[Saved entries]

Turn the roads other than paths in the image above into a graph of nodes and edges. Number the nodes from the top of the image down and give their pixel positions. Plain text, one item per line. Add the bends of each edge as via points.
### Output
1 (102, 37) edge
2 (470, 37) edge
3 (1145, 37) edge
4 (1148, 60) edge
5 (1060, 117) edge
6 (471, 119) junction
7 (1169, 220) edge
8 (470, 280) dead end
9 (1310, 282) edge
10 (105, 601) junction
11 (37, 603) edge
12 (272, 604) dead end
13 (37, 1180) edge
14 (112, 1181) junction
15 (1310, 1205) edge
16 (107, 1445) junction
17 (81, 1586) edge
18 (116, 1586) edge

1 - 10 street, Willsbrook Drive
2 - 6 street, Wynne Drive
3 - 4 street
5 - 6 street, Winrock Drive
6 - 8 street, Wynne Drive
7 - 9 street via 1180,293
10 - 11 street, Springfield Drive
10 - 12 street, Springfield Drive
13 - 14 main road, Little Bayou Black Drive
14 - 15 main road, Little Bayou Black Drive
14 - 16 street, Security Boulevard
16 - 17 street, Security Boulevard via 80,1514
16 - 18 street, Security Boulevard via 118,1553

- _What is being asked_
Go through the records and output them all, word for word.

- _Solved exercise_
Turn the roads other than paths in the image above into a graph of nodes and edges. Number the nodes from the top of the image down and give their pixel positions. Plain text, one item per line. Add the bends of each edge as via points.
### Output
1 (102, 37) edge
2 (470, 37) edge
3 (1145, 37) edge
4 (1148, 60) edge
5 (1060, 117) edge
6 (471, 119) junction
7 (1169, 220) edge
8 (470, 280) dead end
9 (1310, 282) edge
10 (105, 601) junction
11 (37, 603) edge
12 (272, 604) dead end
13 (37, 1180) edge
14 (112, 1181) junction
15 (1310, 1205) edge
16 (107, 1445) junction
17 (81, 1586) edge
18 (116, 1586) edge

1 - 10 street, Willsbrook Drive
2 - 6 street, Wynne Drive
3 - 4 street
5 - 6 street, Winrock Drive
6 - 8 street, Wynne Drive
7 - 9 street via 1180,293
10 - 11 street, Springfield Drive
10 - 12 street, Springfield Drive
13 - 14 main road, Little Bayou Black Drive
14 - 15 main road, Little Bayou Black Drive
14 - 16 street, Security Boulevard
16 - 17 street, Security Boulevard via 80,1514
16 - 18 street, Security Boulevard via 118,1553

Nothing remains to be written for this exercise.